In the first clip below we see a great example of the kind of scheme that was working for them. Watching the clip you can't help but notice the trap on the ball when Nihad Dedovic receives a handoff from David Kravish.

But, pay closer attention to Murcia's #10 Troy Caupain. He completely leaves his man, Alberto Diaz, to cover Kravish, allowing Diaz all the space in the world to put up a shot. Not only did Murcia limit the number of 3-point shots that Unicaja took, they also dictated who they wanted to take them.

The two clips below show the physicality on the defensive end that was causing issues for Unicaja head coach Ibon Navarro's team.

In the first, we see Murcia's #35 Simon Birgander in a very deep drop position when Unicaja's Kendrick Perry uses the ball screen. Perry drove the ball and the Swedish big man was right there to contest a tough shot.
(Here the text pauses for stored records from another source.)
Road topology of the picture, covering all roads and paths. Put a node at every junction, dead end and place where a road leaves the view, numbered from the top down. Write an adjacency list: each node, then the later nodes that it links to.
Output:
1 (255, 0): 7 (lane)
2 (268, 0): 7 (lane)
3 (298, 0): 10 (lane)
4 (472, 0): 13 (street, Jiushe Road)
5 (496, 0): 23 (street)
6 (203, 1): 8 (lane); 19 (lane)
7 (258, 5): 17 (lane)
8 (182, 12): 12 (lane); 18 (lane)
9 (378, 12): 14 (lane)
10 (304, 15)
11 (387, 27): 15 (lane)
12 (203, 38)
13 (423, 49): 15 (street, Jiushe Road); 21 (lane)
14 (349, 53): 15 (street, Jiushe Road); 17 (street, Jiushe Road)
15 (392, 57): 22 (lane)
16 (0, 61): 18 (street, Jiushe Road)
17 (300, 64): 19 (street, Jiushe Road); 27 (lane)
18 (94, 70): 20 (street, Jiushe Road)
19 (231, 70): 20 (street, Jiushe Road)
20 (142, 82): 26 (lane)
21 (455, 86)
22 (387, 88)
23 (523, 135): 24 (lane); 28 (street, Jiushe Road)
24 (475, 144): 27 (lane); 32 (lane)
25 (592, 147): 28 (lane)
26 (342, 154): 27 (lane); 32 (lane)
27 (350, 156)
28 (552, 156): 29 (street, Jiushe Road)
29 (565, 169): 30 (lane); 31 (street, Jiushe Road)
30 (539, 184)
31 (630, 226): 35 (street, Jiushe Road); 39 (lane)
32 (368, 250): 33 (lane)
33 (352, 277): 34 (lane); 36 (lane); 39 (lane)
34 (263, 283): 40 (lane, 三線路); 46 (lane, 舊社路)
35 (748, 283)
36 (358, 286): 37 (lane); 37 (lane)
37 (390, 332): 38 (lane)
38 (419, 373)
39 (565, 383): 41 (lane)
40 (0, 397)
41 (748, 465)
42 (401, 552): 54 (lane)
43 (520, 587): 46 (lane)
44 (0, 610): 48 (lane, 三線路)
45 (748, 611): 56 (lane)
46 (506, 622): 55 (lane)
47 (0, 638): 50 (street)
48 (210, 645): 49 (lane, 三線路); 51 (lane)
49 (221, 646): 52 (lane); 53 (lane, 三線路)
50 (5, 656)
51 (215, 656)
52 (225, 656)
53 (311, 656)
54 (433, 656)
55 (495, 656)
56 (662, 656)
In the second clip, we see the pressure on Perry specifically, both on and off the ball. Jonah Radebaugh for Murcia is defending him up the floor and then fights tooth and nail to prevent him from getting the ball back from a handoff.

Eventually, Perry did get the ball back and found Dylan Osetkowski in the post, where the latter made a tough shot, but we can see how hard Unicaja had to work for every point on the board.

It was no surprise that Murcia led the game 40-33 at halftime.

As Alonso suggested, the second half was a very different story and credit has to go to Navarro and this Unicaja team for their adaptation.

Of course, it helps when you have depth in your roster and you can go to an option like Tyler Kalinoski running off-ball screening actions instead of allowing Murcia to continue dominating with pressure on the ball.

Another thing that helps is having one of the very best defenders in Europe, like Alberto Diaz, on your team.

Navarro credited Diaz for upping the pressure on the ball and matching Murcia's intensity. The  clip below is exactly what Diaz is all about.

With any other player on the floor, a rebound that's headed to Murcia would've been the start of a new offensive possession for them, but Diaz  threw himself on the floor to get the ball and completely turned it around, into an easy score for Unicaja.

This is what defensive playmaking looks like:

These kinds of plays can galvanize an entire team and connect all 12 players with the game.

And that's exactly what happened. The subsequent possessions saw Perry hit a shot against the same deep drop coverage that had caused him a problem in the first half.

Next thing you know Osetkowski hit a corner 3-ball when Murcia were helping off him deep into the paint. That late in the game, these were scheme-breaking shots.

With Murcia's defensive schemes no longer presenting unsolvable problems for Unicaja, Alonso was forced into a last-ditch adjustment.

He went to a 3-2 zone defense. And it worked. Murcia pulled the deficit back to just a single point.

The eternal challenge of a zone defense, however, is that you risk leaving shooters open ,and Unicaja have shooters.

In this case,  Kalinsoki and Carter nailed huge shots against the zone to kill the game.

Up next for Unicaja is a very familiar foe, in Lenovo Tenerife. Would you call it a rivalry? It's a rivalry.

They faced each other at the turn of the year in the Spanish Copa del Rey, with the Canarian side coming up trumps.

They will meet again in the Final in Belgrade on Sunday. You don't want to miss this.